[Saved data entries]
--------

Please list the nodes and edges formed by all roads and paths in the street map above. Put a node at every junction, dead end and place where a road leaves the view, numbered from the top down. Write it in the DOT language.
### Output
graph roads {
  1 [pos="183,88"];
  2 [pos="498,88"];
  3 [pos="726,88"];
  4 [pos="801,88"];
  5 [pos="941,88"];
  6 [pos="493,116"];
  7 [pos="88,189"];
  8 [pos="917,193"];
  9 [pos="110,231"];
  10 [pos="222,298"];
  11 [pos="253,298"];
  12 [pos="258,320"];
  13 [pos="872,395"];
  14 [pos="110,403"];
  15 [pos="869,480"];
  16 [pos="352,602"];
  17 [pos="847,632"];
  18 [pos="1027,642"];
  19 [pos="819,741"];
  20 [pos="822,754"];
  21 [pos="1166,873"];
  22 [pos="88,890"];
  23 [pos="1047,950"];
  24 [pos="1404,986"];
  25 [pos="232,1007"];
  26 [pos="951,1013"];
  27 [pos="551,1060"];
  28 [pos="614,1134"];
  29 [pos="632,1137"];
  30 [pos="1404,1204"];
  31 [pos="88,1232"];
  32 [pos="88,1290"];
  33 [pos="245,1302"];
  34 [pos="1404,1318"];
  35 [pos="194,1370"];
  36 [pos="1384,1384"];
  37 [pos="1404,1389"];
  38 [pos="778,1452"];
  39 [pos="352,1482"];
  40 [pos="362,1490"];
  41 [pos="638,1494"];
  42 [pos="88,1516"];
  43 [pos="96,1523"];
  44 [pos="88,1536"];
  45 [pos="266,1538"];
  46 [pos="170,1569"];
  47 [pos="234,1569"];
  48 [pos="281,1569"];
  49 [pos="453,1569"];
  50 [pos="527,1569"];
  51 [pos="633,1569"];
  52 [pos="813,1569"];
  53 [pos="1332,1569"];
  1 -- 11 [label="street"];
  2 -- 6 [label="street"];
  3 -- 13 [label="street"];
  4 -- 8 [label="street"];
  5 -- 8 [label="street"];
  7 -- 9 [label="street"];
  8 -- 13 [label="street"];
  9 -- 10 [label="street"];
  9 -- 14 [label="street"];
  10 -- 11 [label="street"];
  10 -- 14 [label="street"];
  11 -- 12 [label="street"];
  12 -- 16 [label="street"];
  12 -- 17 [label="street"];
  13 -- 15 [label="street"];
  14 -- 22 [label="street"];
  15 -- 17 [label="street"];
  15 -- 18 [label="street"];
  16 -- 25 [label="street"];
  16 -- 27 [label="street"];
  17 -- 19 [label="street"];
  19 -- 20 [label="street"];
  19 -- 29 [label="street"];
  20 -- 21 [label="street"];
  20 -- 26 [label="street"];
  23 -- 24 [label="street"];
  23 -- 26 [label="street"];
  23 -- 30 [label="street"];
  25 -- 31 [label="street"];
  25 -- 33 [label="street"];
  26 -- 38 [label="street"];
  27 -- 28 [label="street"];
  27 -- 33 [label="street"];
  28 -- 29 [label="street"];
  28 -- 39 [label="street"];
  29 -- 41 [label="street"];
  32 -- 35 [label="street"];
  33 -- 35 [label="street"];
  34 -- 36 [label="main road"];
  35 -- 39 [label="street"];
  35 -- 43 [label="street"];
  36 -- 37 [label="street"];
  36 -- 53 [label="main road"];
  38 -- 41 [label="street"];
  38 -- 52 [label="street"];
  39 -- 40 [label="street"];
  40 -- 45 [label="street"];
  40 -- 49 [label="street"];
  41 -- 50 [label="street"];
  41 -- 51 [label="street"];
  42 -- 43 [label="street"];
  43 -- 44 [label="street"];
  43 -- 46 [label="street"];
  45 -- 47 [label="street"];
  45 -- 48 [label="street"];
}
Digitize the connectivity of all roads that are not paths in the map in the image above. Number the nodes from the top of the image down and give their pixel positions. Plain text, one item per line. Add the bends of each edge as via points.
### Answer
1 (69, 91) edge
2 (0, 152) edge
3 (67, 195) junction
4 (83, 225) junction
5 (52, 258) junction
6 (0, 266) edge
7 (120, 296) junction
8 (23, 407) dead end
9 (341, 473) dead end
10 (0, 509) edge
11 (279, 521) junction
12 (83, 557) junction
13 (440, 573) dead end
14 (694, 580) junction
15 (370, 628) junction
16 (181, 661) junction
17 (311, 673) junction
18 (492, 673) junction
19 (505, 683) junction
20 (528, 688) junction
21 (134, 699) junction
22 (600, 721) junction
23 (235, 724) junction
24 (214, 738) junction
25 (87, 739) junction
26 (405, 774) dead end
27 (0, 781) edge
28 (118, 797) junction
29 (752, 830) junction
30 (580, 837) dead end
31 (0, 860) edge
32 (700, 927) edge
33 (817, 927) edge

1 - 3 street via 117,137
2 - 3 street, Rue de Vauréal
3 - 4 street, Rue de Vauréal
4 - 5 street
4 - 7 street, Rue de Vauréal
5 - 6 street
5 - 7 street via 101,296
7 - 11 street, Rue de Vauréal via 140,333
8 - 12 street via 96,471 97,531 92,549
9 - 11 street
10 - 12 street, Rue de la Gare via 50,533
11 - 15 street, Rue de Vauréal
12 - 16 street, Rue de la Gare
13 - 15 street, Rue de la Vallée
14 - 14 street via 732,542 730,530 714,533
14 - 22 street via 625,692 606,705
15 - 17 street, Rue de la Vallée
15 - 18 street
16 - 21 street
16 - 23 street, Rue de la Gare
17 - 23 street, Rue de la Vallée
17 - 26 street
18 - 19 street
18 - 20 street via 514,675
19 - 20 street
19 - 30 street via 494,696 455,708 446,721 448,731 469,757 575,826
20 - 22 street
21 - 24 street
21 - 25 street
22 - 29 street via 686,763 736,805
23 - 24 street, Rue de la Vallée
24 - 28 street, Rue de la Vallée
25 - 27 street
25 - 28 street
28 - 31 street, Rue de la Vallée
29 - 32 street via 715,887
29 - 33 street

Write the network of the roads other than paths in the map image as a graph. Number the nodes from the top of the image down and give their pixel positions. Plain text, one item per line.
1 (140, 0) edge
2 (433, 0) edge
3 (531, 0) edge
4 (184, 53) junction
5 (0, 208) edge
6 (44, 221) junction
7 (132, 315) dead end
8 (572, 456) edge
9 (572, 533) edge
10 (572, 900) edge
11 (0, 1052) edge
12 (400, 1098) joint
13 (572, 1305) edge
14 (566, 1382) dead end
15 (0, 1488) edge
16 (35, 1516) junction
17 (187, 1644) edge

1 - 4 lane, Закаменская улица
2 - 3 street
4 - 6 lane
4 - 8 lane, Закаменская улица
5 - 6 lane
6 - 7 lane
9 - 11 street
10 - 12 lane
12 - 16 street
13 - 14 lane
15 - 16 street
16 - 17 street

--------

> What this task involves: Output the records exactly, including every line.

> Output for this exercise:
Please list the nodes and edges formed by all roads and paths in the street map above. Put a node at every junction, dead end and place where a road leaves the view, numbered from the top down. Write it in the DOT language.
### Output
graph roads {
  1 [pos="183,88"];
  2 [pos="498,88"];
  3 [pos="726,88"];
  4 [pos="801,88"];
  5 [pos="941,88"];
  6 [pos="493,116"];
  7 [pos="88,189"];
  8 [pos="917,193"];
  9 [pos="110,231"];
  10 [pos="222,298"];
  11 [pos="253,298"];
  12 [pos="258,320"];
  13 [pos="872,395"];
  14 [pos="110,403"];
  15 [pos="869,480"];
  16 [pos="352,602"];
  17 [pos="847,632"];
  18 [pos="1027,642"];
  19 [pos="819,741"];
  20 [pos="822,754"];
  21 [pos="1166,873"];
  22 [pos="88,890"];
  23 [pos="1047,950"];
  24 [pos="1404,986"];
  25 [pos="232,1007"];
  26 [pos="951,1013"];
  27 [pos="551,1060"];
  28 [pos="614,1134"];
  29 [pos="632,1137"];
  30 [pos="1404,1204"];
  31 [pos="88,1232"];
  32 [pos="88,1290"];
  33 [pos="245,1302"];
  34 [pos="1404,1318"];
  35 [pos="194,1370"];
  36 [pos="1384,1384"];
  37 [pos="1404,1389"];
  38 [pos="778,1452"];
  39 [pos="352,1482"];
  40 [pos="362,1490"];
  41 [pos="638,1494"];
  42 [pos="88,1516"];
  43 [pos="96,1523"];
  44 [pos="88,1536"];
  45 [pos="266,1538"];
  46 [pos="170,1569"];
  47 [pos="234,1569"];
  48 [pos="281,1569"];
  49 [pos="453,1569"];
  50 [pos="527,1569"];
  51 [pos="633,1569"];
  52 [pos="813,1569"];
  53 [pos="1332,1569"];
  1 -- 11 [label="street"];
  2 -- 6 [label="street"];
  3 -- 13 [label="street"];
  4 -- 8 [label="street"];
  5 -- 8 [label="street"];
  7 -- 9 [label="street"];
  8 -- 13 [label="street"];
  9 -- 10 [label="street"];
  9 -- 14 [label="street"];
  10 -- 11 [label="street"];
  10 -- 14 [label="street"];
  11 -- 12 [label="street"];
  12 -- 16 [label="street"];
  12 -- 17 [label="street"];
  13 -- 15 [label="street"];
  14 -- 22 [label="street"];
  15 -- 17 [label="street"];
  15 -- 18 [label="street"];
  16 -- 25 [label="street"];
  16 -- 27 [label="street"];
  17 -- 19 [label="street"];
  19 -- 20 [label="street"];
  19 -- 29 [label="street"];
  20 -- 21 [label="street"];
  20 -- 26 [label="street"];
  23 -- 24 [label="street"];
  23 -- 26 [label="street"];
  23 -- 30 [label="street"];
  25 -- 31 [label="street"];
  25 -- 33 [label="street"];
  26 -- 38 [label="street"];
  27 -- 28 [label="street"];
  27 -- 33 [label="street"];
  28 -- 29 [label="street"];
  28 -- 39 [label="street"];
  29 -- 41 [label="street"];
  32 -- 35 [label="street"];
  33 -- 35 [label="street"];
  34 -- 36 [label="main road"];
  35 -- 39 [label="street"];
  35 -- 43 [label="street"];
  36 -- 37 [label="street"];
  36 -- 53 [label="main road"];
  38 -- 41 [label="street"];
  38 -- 52 [label="street"];
  39 -- 40 [label="street"];
  40 -- 45 [label="street"];
  40 -- 49 [label="street"];
  41 -- 50 [label="street"];
  41 -- 51 [label="street"];
  42 -- 43 [label="street"];
  43 -- 44 [label="street"];
  43 -- 46 [label="street"];
  45 -- 47 [label="street"];
  45 -- 48 [label="street"];
}
Digitize the connectivity of all roads that are not paths in the map in the image above. Number the nodes from the top of the image down and give their pixel positions. Plain text, one item per line. Add the bends of each edge as via points.
### Answer
1 (69, 91) edge
2 (0, 152) edge
3 (67, 195) junction
4 (83, 225) junction
5 (52, 258) junction
6 (0, 266) edge
7 (120, 296) junction
8 (23, 407) dead end
9 (341, 473) dead end
10 (0, 509) edge
11 (279, 521) junction
12 (83, 557) junction
13 (440, 573) dead end
14 (694, 580) junction
15 (370, 628) junction
16 (181, 661) junction
17 (311, 673) junction
18 (492, 673) junction
19 (505, 683) junction
20 (528, 688) junction
21 (134, 699) junction
22 (600, 721) junction
23 (235, 724) junction
24 (214, 738) junction
25 (87, 739) junction
26 (405, 774) dead end
27 (0, 781) edge
28 (118, 797) junction
29 (752, 830) junction
30 (580, 837) dead end
31 (0, 860) edge
32 (700, 927) edge
33 (817, 927) edge

1 - 3 street via 117,137
2 - 3 street, Rue de Vauréal
3 - 4 street, Rue de Vauréal
4 - 5 street
4 - 7 street, Rue de Vauréal
5 - 6 street
5 - 7 street via 101,296
7 - 11 street, Rue de Vauréal via 140,333
8 - 12 street via 96,471 97,531 92,549
9 - 11 street
10 - 12 street, Rue de la Gare via 50,533
11 - 15 street, Rue de Vauréal
12 - 16 street, Rue de la Gare
13 - 15 street, Rue de la Vallée
14 - 14 street via 732,542 730,530 714,533
14 - 22 street via 625,692 606,705
15 - 17 street, Rue de la Vallée
15 - 18 street
16 - 21 street
16 - 23 street, Rue de la Gare
17 - 23 street, Rue de la Vallée
17 - 26 street
18 - 19 street
18 - 20 street via 514,675
19 - 20 street
19 - 30 street via 494,696 455,708 446,721 448,731 469,757 575,826
20 - 22 street
21 - 24 street
21 - 25 street
22 - 29 street via 686,763 736,805
23 - 24 street, Rue de la Vallée
24 - 28 street, Rue de la Vallée
25 - 27 street
25 - 28 street
28 - 31 street, Rue de la Vallée
29 - 32 street via 715,887
29 - 33 street

Write the network of the roads other than paths in the map image as a graph. Number the nodes from the top of the image down and give their pixel positions. Plain text, one item per line.
1 (140, 0) edge
2 (433, 0) edge
3 (531, 0) edge
4 (184, 53) junction
5 (0, 208) edge
6 (44, 221) junction
7 (132, 315) dead end
8 (572, 456) edge
9 (572, 533) edge
10 (572, 900) edge
11 (0, 1052) edge
12 (400, 1098) joint
13 (572, 1305) edge
14 (566, 1382) dead end
15 (0, 1488) edge
16 (35, 1516) junction
17 (187, 1644) edge

1 - 4 lane, Закаменская улица
2 - 3 street
4 - 6 lane
4 - 8 lane, Закаменская улица
5 - 6 lane
6 - 7 lane
9 - 11 street
10 - 12 lane
12 - 16 street
13 - 14 lane
15 - 16 street
16 - 17 street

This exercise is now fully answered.